Usually, I enjoy their enthusiasm and unbridled zest.

Today I snapped at them. Didn't they understand the hours of training and work that Mary had endured to make that beautiful piece for our kitchen? What were they thinking? Had they no respect . . . on and on until I realized what I was doing, dropped the biscuit cutter, wiped the flower from my hands, and left.

You would think a woman my age would have better control of her emotions. But here I am, stomping across the meadow with no never-mind, as Aunt Rind used to say, paying no heed to the tiny florets popping their heads through the winter grasses, no care what rabbit or titmouse I am starting from the brush.

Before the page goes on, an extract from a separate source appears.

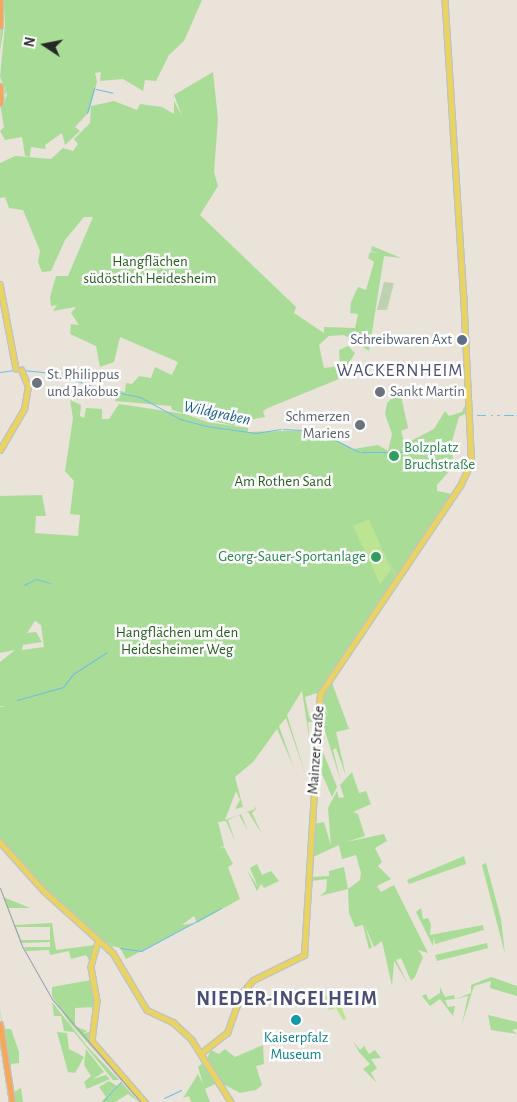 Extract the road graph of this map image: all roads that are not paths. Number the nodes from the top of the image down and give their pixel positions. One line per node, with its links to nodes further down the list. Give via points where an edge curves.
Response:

Clomp! Clomp! Clomp! I jab the dry winter ground hard and loud with my heavy garden boots. I'd like to squash something right into the ground. Smear it to nothing.

What is wrong with me today?

I stride at break-neck speed past the harrowed fields, past the plum trees blooming pink in the upper orchard, hardly giving them a glance, past the old dam long since abandoned, and a good five miles from the village.

Good lord, have I slogged five miles already?

Turkey vultures circle overhead. Some poor coyote or deer probably got suckered by a mountain lion. Well, it was her time, that's all. When it's your time, it's your time.

Cold.

I stop cold. Sweat drips from my hair into my ears. It is warm this sunny January morning, 67 at least, but it is not only the exertion that causes me to perspire. I'm having a hot flash. Yet, here I stand, shivering in my sweat-soaked clothes.

Why didn't I think of it sooner?

A huge weight sits down on my heart, hard, and heavy as a cast-iron griddle.

I plop to the ground, grunt painfully as the sharp edge of a rock the size of my fist scores my backside.

I deserve that.

Chest heaving, I crumple all the way to the ground, sobbing into the thin dry grass, overcome by a grief I thought long suaged.

I grasp at the few wispy blades of grass, dig my fingers into the hard-packed soil surrounding their roots and cry out loud into the dirt, not caring that I taste it, gritty on my lips and tongue.

Then, momentarily lucid, I smell scat--fox. Where? I raise my head, but the tears come all the more. Alone here on the open hills, I wail, and on the in-breath, that scat again.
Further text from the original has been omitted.